Rodstrom, plain and simple, is trying to overturn the will of the people for his own selfish reason -- namely staying in a political office that happens to have been very very good for his business of selling bonds to local governments. He, along with Ilene Lieberman, will be the first commissioners to be term-limited out of office in 2012.
Understand that voters passed a referendum in 2000 to limit commissioners to three four-year terms by a whopping 80 percent of the vote. Supporting it then too was Rodstrom. Now that his term is up, he says he's decided that term limits aren't a good idea after all. He says they only lead to novice politicians entering office who are more susceptible to lobbyists than experienced veterans like himself (his close friend and adviser, lobbyist Judy Stern, apparently doesn't count in that equation).
Through his political ally, attorney Bill Scherer, Rodstrom is trying to overturn them on the ridiculous -- if not scurrilous -- assertion that they violate the Florida Constitution. Scherer filed suit with a straw plaintiff by the name of William Telli, husband of Susan.
How can term limits -- a hallmark of democratic American government established by none other than George Washington -- be unconstitutional? Well, Scherer is arguing that the Constitution spells out the rules regarding officers like Rodstrom and that those rules don't include term limits. The county doesn't have the power, Scherer notes, to make any changes that are counter to "general law." Therefore the voters' will should be tossed out the window.

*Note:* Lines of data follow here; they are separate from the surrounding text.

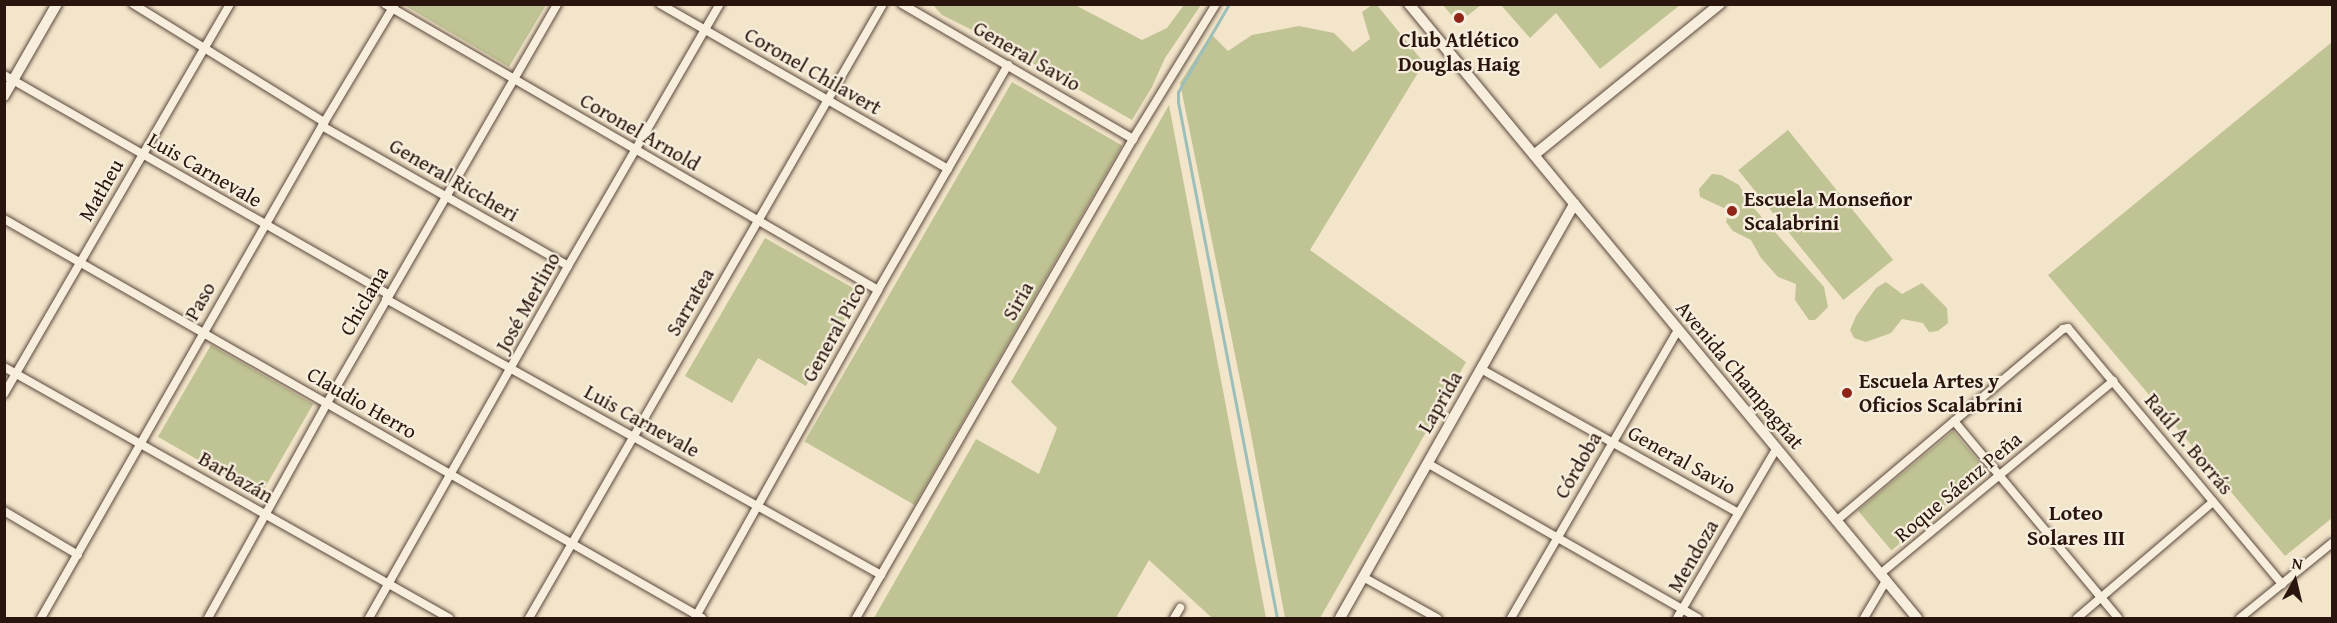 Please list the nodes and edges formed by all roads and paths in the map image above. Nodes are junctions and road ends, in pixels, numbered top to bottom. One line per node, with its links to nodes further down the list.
1 (57, 4): 16 (main road)
2 (133, 4): 14 (street, General Riccheri)
3 (230, 4): 14 (street, Matheu)
4 (557, 4): 17 (street, Chiclana)
5 (660, 4): 13 (street, Coronel Chilavert)
6 (720, 4): 13 (street, José Merlino)
7 (883, 4): 19 (street, Sarratea)
8 (902, 4): 15 (street, General Savio)
9 (1216, 4): 21 (street, Siria)
10 (1410, 4): 24 (main road, Avenida Champagñat)
11 (1720, 4): 24 (main road)
12 (391, 6): 17 (street, Coronel Arnold); 20 (street, Paso)
13 (705, 30): 19 (street, Coronel Chilavert); 22 (street, José Merlino)
14 (205, 49): 20 (street, General Riccheri); 23 (street, Matheu)
15 (1008, 65): 21 (street, General Savio); 25 (street, General Pico)
16 (9, 78): 18 (main road); 23 (street, Luis Carnevale)
17 (513, 80): 22 (street, Coronel Arnold); 26 (street, Chiclana)
18 (4, 96)
19 (827, 100): 25 (street, Coronel Chilavert); 29 (street, Sarratea)
20 (323, 124): 26 (street, General Riccheri); 30 (street, Paso)
21 (1133, 139): 62 (street, Siria)
22 (635, 151): 29 (street, Coronel Arnold); 32 (street, José Merlino)
23 (143, 155): 30 (street, Luis Carnevale); 31 (street, Matheu)
24 (1534, 155): 27 (main road, Avenida Champagñat)
25 (948, 169): 33 (street, General Pico)
26 (445, 196): 32 (street, General Riccheri); 34 (street, Chiclana)
27 (1574, 204): 35 (main road, Avenida Champagñat); 39 (main road, Laprida)
28 (4, 219): 31 (street, Claudio Herro)
29 (758, 220): 33 (street, Coronel Arnold); 45 (street, Sarratea)
30 (265, 225): 34 (street, Luis Carnevale); 36 (street, Paso)
31 (80, 262): 36 (street, Claudio Herro); 40 (street, Matheu)
32 (568, 266): 38 (street, José Merlino)
33 (878, 290): 53 (street, General Pico)
34 (387, 297): 38 (street, Luis Carnevale); 43 (street, Chiclana)
35 (1678, 330): 46 (street, Córdoba); 48 (main road, Avenida Champagñat)
36 (203, 333): 43 (street, Claudio Herro); 47 (street, Paso)
37 (4, 367): 40 (street, Barbazán)
38 (511, 369): 45 (street, Luis Carnevale); 50 (street, José Merlino)
39 (1481, 369): 46 (street, General Savio); 49 (main road, Laprida)
40 (16, 374): 42 (street, Matheu); 47 (street, Barbazán)
41 (2113, 381): 44 (street, Raúl A. Borrás); 51 (street, Roque Sáenz Peña); 52 (street, Raúl A. Borrás)
42 (4, 394)
43 (327, 403): 50 (street, Claudio Herro); 56 (street, Chiclana)
44 (1954, 421): 51 (street); 57 (street)
45 (633, 437): 53 (street, Luis Carnevale); 60 (street, Sarratea)
46 (1612, 442): 55 (street, General Savio); 58 (street, Córdoba)
47 (141, 443): 56 (street, Barbazán); 61 (street, Paso)
48 (1776, 449): 55 (street, Mendoza); 57 (main road, Avenida Champagñat)
49 (1427, 463): 58 (street); 63 (main road, Laprida)
50 (451, 475): 60 (street, Claudio Herro); 66 (street, José Merlino)
51 (1999, 475): 64 (street, Roque Sáenz Peña); 67 (street)
52 (2213, 502): 65 (street, Raúl A. Borrás); 67 (street)
53 (757, 506): 62 (street, Luis Carnevale); 70 (street, General Pico)
54 (4, 511): 61 (street)
55 (1739, 513): 69 (street, Mendoza)
56 (265, 514): 66 (street, Barbazán); 72 (street, Chiclana)
57 (1836, 521): 64 (main road, Avenida Champagñat)
58 (1558, 537): 69 (street); 80 (street, Córdoba)
59 (2332, 543): 65 (street)
60 (572, 544): 70 (street, Claudio Herro); 75 (street, Sarratea)
61 (78, 555): 71 (street, Paso)
62 (881, 575): 76 (street, Siria)
63 (1363, 577): 78 (main road, Laprida); 79 (street)
64 (1883, 577): 83 (street, Roque Sáenz Peña); 84 (main road, Avenida Champagñat)
65 (2282, 584): 87 (street)
66 (388, 585): 73 (street, José Merlino); 74 (street, Barbazán)
67 (2101, 598): 85 (street); 86 (street)
68 (1180, 608): 77 (street)
69 (1683, 609): 81 (street, Mendoza); 82 (street)
70 (698, 617)
71 (41, 618)
72 (208, 618)
73 (369, 618)
74 (449, 618)
75 (530, 618)
76 (856, 618)
77 (1174, 618)
78 (1340, 618)
79 (1437, 618)
80 (1511, 618)
81 (1677, 618)
82 (1698, 618)
83 (1864, 618)
84 (1917, 618)
85 (2076, 618)
86 (2118, 618)
87 (2240, 618)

The basic argument is that Broward County has little power of self-rule. County attorneys Jeff Newton and Andrew Meyers (both of ethics reform shenanigan fame) argue that Broward in fact is a charter county with broad self-rule powers and that case law establishes that disputes should be "liberally construed in favor of county government." They also argue, rationally, that term limits are not in violation of general law and that killing them runs counter to good public policy.
Listed on the case is Broward Circuit Judge Lisa-Carol Phillips, who happens to be the wife of former Fort Lauderdale Mayor Jim Naugle. Let's hope the right thing is done.
Inside, see how a well-known local politician transformed her Lexus into a campaign ad, how a named partner in Scott Rothstein's law firm is coughing up his New York apartment, and, as a bonus, read about the slow destruction of the local daily newspapers.
-- Here's the car:
-- Agree with my take on Amendment 8 or not, at least it wasn't shipped in from Orlando.
That's what the Sun-Sentinel did Sunday morning in its so-called voter's guide -- which basically encouraged the newspaper's still-dwindling number of subscribers to put a bunch of incumbents back into office. The big surprise was an endorsement of Marco Rubio. The oddity was that the newspaper endorsed Barbra Stern, painting her "connections" through her mother -- the aforementioned lobbyist/political operative Judy Stern -- as a positive.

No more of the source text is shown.